Spanning 4-Directional Walks From Origin to Destination w/ Obstacles

Dated Jul 31, 2022; last modified on Sun, 31 Jul 2022

Problem

Given an \(M \times N\) integer array grid where grid[i][j] could be:

  • 1 representing the starting square. There is exactly one starting square.
  • 2 representing the ending square. There is exactly one ending square.
  • 0 representing empty squares that we can walk over.
  • -1 representing obstacles that we cannot walk over.

Return the number of 4-directional walks from the starting square to the ending square, that walk over every non-obstacle square exactly once.

Solution

DP no longer seems appropriate for this question because we’d need to store a lot of information at every cell. Furthermore, given that we can move in any of the four directions, it’s not clear what the DP relation (e.g. grid[r][c] ?= grid[r-1][c-1] + ... + grid[r+1][c+1]) applies.

Of the path traversals in a grid, depth-first-search seems like a better fit because we can “cache” results through the call stack. The longest possible path is \(MN \le 20\), so we’ll not run into a call stack overflow.

def uniquePathsIII(self, grid: List[List[int]]) -> int:
  visited = [[False] * len(l) for l in grid]
  M = len(grid)
  N = len(grid[0])

  # Find the starting location, and the number of obstacles
  r_origin = -inf
  c_origin = -inf
  num_obstacles = 0
  for r in range(M):
    for c in range(N):
      if grid[r][c] == 1:
        r_origin = r
        c_origin = c
      elif grid[r][c] == -1:
        num_obstacles += 1

  num_non_obstacles = (M * N) - num_obstacles

  # Starting from grid[r][c], do a DFS counting complete spanning paths.
  def dfs(r: int, c: int, num_visited: int) -> int:
    if (grid[r][c] == 2):
      return 1 if num_visited == num_non_obstacles else 0

    num_complete_trips = 0
    for delta in [(0, 1), (0, -1), (1, 0), (-1, 0)]:
      new_r = r + delta[0]
      new_c = c + delta[1]
      is_valid_idx = new_r >= 0 and new_r < M and new_c >= 0 and new_c < N
      if is_valid_idx and not visited[new_r][new_c]:
        if grid[new_r][new_c] != -1:
          visited[new_r][new_c] = True
          num_complete_trips += dfs(new_r, new_c, num_visited + 1)
          visited[new_r][new_c] = False

    return num_complete_trips

  visited[r_origin][c_origin] = True
  return dfs(r_origin, c_origin, 1)

#depth-first-search

#backtracking

The fact that when we reach an invalid path, we discard the path and try out other options makes this problem a backtracking problem.

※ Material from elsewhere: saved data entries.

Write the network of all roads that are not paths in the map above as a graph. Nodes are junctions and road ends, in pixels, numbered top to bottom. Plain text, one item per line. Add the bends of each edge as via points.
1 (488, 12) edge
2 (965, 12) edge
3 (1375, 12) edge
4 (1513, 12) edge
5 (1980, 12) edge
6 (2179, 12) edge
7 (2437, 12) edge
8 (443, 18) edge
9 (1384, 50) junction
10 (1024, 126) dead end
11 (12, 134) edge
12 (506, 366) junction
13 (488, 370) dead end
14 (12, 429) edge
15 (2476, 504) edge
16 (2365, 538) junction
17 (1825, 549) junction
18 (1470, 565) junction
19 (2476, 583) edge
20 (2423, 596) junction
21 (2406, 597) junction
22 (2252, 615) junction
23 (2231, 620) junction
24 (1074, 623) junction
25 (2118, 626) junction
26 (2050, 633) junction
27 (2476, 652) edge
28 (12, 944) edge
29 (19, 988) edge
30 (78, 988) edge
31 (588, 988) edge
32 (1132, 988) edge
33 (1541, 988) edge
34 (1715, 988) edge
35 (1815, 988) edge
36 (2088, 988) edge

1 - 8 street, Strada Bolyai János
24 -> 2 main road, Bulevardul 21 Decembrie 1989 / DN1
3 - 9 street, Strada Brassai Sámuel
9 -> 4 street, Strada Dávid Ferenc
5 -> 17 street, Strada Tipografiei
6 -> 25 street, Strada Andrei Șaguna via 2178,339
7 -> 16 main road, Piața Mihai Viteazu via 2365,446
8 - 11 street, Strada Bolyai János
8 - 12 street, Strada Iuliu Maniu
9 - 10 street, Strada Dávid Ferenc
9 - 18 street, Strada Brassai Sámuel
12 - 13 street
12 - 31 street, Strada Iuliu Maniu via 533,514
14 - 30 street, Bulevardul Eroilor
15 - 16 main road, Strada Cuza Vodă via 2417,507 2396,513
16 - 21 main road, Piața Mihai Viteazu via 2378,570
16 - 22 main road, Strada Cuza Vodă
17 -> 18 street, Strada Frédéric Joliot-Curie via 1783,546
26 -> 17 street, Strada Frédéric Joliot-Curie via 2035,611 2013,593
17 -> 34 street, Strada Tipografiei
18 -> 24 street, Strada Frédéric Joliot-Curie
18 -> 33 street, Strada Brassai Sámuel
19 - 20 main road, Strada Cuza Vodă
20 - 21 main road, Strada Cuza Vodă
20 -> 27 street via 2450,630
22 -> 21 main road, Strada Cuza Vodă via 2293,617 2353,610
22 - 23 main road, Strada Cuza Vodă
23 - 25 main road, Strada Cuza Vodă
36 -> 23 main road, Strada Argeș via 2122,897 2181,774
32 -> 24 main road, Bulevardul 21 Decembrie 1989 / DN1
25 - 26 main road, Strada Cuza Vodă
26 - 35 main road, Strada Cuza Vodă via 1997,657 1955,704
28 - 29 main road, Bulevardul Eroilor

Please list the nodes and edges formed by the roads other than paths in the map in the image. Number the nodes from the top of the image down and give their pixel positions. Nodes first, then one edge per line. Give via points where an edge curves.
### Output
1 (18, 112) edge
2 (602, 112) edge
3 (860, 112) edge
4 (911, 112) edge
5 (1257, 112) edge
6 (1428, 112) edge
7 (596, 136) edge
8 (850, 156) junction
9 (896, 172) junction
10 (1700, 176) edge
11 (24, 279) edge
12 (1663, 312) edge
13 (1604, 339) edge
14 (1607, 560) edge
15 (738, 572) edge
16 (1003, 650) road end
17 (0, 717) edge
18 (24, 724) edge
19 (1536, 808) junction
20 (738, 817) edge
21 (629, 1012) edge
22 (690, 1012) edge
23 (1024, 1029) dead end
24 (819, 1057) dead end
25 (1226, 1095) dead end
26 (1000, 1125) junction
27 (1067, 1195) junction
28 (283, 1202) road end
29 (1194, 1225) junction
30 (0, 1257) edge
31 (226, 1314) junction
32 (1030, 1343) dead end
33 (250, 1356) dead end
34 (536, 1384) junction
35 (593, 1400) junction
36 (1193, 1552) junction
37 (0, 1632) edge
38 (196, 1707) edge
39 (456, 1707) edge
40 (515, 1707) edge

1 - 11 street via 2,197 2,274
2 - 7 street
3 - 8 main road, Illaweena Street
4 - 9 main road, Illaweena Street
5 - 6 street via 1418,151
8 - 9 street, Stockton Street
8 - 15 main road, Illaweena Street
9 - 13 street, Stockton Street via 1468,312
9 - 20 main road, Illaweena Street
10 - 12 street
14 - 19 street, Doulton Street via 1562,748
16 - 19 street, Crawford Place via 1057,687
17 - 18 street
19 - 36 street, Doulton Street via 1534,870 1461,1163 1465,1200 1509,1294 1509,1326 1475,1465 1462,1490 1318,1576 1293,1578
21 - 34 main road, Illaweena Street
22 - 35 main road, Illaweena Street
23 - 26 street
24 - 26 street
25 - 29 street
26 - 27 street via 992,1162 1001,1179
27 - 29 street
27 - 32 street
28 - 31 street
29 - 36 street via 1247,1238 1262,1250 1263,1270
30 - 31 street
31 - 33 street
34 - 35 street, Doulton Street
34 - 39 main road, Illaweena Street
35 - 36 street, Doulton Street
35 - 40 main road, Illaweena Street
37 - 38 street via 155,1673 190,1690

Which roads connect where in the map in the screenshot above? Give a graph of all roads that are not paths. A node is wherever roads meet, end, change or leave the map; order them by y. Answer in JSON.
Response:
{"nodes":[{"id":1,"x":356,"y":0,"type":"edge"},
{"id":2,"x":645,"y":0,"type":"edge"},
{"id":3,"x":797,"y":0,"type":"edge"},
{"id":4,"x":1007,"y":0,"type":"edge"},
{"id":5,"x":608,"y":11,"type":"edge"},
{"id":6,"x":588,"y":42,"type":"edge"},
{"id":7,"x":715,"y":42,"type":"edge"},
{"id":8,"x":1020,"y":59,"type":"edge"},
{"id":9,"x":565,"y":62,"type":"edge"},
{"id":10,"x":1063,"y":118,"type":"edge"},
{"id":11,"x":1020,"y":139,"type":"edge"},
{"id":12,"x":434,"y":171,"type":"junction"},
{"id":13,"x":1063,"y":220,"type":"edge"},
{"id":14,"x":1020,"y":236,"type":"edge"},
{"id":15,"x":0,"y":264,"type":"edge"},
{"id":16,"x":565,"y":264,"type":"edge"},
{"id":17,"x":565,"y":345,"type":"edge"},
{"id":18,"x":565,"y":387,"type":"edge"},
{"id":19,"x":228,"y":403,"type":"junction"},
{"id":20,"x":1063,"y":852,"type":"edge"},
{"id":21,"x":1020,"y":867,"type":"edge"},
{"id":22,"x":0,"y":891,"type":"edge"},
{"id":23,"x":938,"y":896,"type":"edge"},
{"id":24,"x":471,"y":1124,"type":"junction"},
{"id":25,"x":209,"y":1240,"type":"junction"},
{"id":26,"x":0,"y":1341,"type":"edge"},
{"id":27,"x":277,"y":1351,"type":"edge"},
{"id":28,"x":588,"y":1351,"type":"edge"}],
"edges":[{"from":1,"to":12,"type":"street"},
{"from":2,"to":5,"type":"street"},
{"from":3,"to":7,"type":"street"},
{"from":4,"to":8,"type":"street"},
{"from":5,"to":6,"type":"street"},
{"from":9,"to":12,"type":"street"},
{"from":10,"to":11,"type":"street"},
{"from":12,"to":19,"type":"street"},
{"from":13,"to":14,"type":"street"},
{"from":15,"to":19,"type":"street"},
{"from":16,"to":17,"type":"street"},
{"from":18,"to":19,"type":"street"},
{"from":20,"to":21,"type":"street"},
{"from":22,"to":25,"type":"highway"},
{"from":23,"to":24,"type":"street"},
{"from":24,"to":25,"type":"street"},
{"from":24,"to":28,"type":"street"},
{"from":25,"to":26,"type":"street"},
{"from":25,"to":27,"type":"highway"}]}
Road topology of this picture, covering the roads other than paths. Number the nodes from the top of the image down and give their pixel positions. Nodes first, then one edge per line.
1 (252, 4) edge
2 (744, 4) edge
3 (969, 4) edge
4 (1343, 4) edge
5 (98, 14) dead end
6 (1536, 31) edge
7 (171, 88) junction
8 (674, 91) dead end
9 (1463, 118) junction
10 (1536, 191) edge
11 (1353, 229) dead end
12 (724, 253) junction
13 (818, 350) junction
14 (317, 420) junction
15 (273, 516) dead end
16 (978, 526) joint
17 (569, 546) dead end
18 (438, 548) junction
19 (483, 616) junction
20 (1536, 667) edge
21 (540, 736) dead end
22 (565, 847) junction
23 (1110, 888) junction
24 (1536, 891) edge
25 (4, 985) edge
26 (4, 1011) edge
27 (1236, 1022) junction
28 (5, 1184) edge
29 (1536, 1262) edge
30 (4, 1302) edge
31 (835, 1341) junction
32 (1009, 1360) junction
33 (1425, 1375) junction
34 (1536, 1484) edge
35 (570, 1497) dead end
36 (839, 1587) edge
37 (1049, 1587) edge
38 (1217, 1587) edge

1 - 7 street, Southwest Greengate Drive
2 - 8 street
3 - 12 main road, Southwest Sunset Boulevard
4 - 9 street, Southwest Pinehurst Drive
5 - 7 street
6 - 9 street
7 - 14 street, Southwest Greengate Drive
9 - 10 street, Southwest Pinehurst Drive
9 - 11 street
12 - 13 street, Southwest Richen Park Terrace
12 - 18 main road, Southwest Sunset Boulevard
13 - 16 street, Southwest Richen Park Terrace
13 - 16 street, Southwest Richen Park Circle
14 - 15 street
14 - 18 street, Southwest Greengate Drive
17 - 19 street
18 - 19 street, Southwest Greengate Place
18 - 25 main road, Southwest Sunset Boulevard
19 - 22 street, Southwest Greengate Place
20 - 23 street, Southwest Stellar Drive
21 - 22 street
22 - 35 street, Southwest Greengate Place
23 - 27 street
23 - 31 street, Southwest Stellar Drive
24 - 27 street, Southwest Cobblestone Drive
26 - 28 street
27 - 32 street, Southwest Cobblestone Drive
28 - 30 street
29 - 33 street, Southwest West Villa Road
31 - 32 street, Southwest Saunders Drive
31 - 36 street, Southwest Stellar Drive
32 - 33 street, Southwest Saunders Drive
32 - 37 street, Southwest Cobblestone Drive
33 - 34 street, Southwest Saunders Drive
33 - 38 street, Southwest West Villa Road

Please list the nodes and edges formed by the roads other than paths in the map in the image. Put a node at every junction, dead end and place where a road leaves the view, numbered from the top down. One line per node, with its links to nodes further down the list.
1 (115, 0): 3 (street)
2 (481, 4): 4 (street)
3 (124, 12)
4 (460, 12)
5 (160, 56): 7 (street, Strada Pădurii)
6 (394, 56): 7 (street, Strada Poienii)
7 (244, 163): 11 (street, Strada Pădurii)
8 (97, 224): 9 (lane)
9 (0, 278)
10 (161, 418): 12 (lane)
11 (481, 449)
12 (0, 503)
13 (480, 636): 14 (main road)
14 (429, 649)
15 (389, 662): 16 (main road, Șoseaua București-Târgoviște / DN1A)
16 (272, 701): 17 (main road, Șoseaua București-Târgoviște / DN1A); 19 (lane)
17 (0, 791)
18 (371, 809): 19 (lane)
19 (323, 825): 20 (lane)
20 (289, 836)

The running time of DFS is \(O(V + E)\), and given that \(V = MN\) and \(E \le 4 \cdot MN\), the overall runtime is \(O(MN)\). Computing r_origin, c_origin and num_obstacles is also \(O(MN)\). So the overall runtime is still \(O(MN)\). I doubt we can do better than DFS. On ’s leaderboard, the above solution is faster than 69% of the submissions.

The space usage is \(O(MN)\) for the visited array. I prefer not to modify the incoming grid. On ’s leaderboard, the above solution uses less memory than 94% of the submissions. The fact that \(MN \le 20\) allows us to optimize space usage further by using a bit-mask.

With Python’s infinite arithmetic precision, we could presumably use bit-masking for any \(MN\), instead of only using it for \(MN \le 64\).

C++’s std::bitset needs to have its number of bits specified at compile time. For a variable number of bits, std::vector<bool> is recommended. In this case though, a std::bitset<20> visited is sufficient.

References

  1. Unique Paths III (Hard) - LeetCode. leetcode.com . leetcode.com . Accessed Jul 31, 2022.
  2. ✅ [C++] DFS + Backtracking + Bit Manipulation | Short & Simple w/ Explanation | Beats 100% - LeetCode Discuss. leetcode.com . Accessed Jul 31, 2022.
  3. std::bitset<N>::bitset - cppreference.com. en.cppreference.com . Accessed Aug 2, 2022.